§ **Aim of the task**: From the entries that follow, reproduce exactly and only the lines from the line with "pinky pip: (465, 139)" to the line with "middle pip: (470, 113)", endpoints included.

§ **Data supplied**:

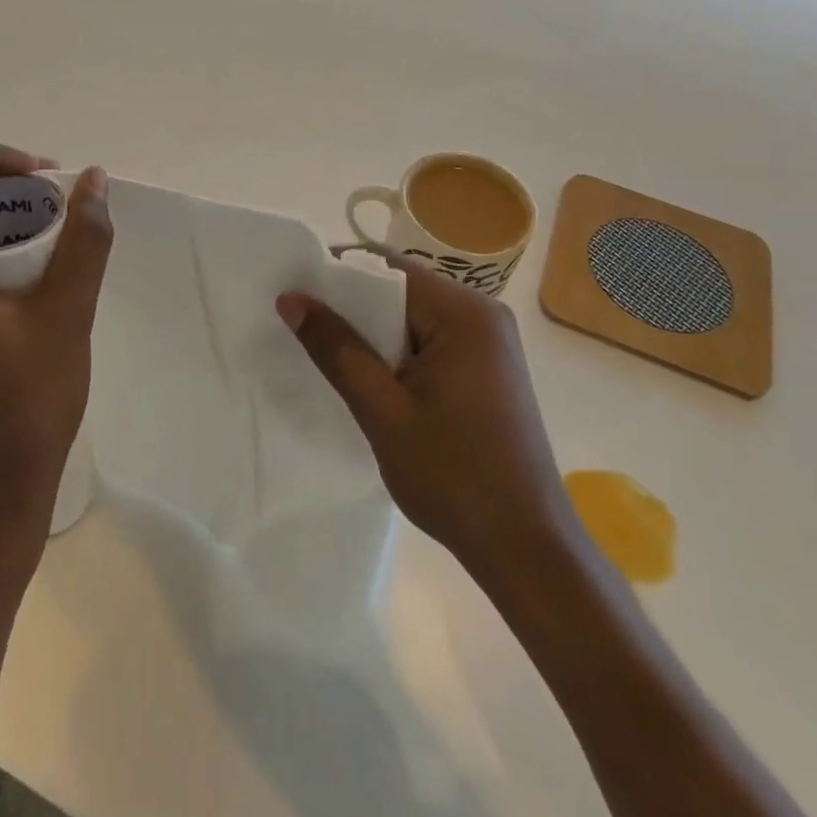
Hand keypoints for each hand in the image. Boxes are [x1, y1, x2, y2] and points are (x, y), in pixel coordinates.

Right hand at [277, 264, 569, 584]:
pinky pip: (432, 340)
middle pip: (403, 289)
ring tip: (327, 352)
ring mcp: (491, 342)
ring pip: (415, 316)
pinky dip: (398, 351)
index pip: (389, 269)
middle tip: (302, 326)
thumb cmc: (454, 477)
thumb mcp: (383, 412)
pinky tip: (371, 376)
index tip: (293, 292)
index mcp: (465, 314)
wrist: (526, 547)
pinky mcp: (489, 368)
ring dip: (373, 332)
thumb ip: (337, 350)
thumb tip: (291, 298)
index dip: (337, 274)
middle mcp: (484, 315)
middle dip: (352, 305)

---

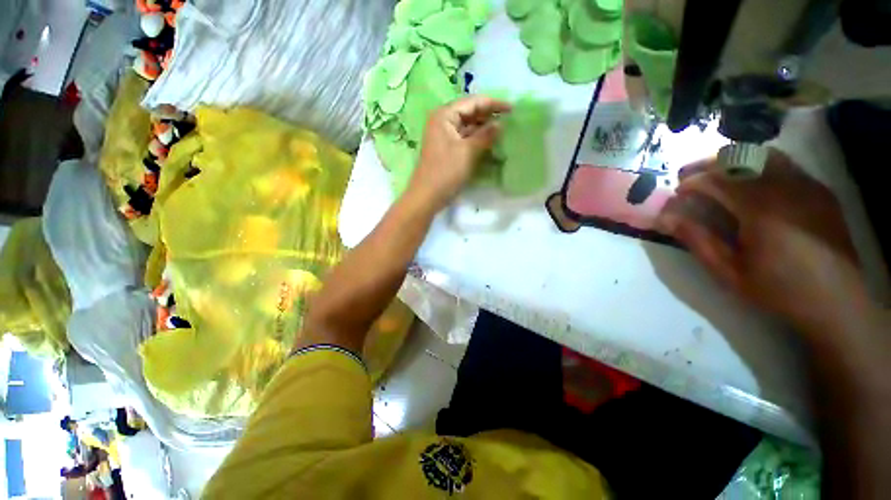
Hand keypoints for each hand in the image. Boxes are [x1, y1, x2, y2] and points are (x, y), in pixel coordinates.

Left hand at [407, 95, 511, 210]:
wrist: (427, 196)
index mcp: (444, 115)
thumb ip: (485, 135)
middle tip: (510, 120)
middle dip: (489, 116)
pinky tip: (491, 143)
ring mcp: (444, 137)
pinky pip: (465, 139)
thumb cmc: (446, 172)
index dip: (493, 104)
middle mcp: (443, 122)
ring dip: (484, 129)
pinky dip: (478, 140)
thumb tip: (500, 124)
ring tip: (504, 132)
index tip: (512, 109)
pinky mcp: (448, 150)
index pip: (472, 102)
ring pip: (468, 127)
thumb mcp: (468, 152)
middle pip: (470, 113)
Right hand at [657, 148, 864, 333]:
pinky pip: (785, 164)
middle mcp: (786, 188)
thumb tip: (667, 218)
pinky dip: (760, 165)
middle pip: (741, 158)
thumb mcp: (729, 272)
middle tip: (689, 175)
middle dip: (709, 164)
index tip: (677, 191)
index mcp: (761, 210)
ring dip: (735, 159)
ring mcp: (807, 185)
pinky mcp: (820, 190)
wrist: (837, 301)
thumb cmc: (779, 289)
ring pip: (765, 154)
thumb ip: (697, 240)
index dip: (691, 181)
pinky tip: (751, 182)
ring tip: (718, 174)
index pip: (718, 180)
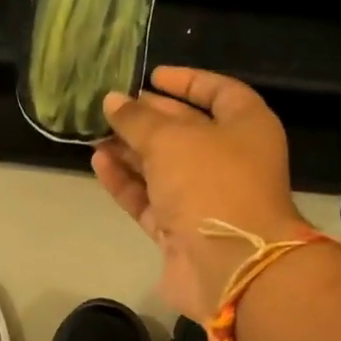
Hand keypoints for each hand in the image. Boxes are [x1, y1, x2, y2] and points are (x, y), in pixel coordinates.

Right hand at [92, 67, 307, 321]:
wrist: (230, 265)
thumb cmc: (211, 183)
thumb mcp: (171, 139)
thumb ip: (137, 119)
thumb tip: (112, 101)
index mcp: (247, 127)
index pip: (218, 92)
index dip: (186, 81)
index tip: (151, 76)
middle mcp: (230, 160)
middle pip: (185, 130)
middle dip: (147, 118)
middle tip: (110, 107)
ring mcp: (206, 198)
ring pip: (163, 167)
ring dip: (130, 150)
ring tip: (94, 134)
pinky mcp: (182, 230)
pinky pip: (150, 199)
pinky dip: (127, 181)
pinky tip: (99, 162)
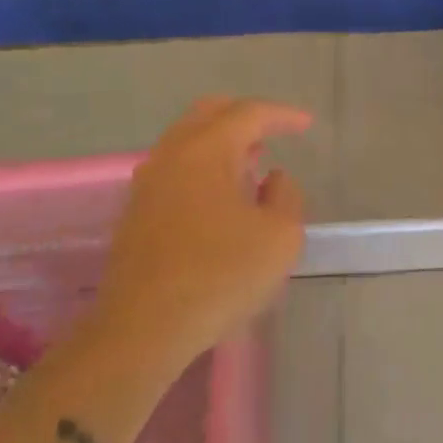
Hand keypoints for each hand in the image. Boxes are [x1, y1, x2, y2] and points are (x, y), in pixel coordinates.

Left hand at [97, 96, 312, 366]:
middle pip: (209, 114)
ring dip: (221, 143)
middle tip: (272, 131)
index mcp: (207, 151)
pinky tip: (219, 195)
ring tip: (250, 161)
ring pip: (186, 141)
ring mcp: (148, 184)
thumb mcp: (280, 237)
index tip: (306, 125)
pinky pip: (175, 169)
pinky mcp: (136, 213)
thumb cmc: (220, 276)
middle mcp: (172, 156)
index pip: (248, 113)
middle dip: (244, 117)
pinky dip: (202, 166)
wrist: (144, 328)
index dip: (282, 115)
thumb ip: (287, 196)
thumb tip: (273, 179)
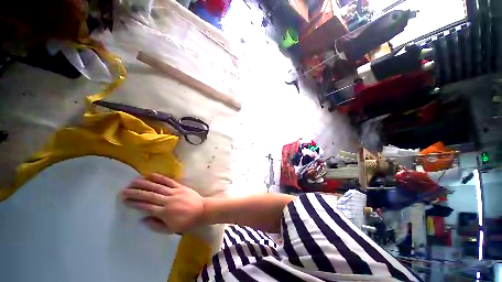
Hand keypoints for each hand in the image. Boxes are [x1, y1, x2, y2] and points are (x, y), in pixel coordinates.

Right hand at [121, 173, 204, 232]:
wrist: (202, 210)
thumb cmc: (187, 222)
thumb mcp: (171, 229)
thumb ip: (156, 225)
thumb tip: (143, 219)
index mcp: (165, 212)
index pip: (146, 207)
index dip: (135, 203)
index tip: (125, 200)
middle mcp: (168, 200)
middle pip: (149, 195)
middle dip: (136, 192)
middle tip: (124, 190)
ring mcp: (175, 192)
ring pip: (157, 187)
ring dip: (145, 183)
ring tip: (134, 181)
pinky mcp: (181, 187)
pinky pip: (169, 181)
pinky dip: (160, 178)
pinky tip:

§ **Your response**:
pinky pip: (465, 139)
thumb cmc: (446, 172)
index dip: (493, 104)
middle mcp: (443, 122)
ring dip: (484, 129)
pinky dip: (478, 140)
thumb tip: (500, 124)
ring tip: (504, 132)
index tip: (512, 109)
pinky mcp: (448, 150)
index pip: (472, 102)
ring pip: (468, 127)
thumb mcp: (468, 152)
middle pip: (470, 113)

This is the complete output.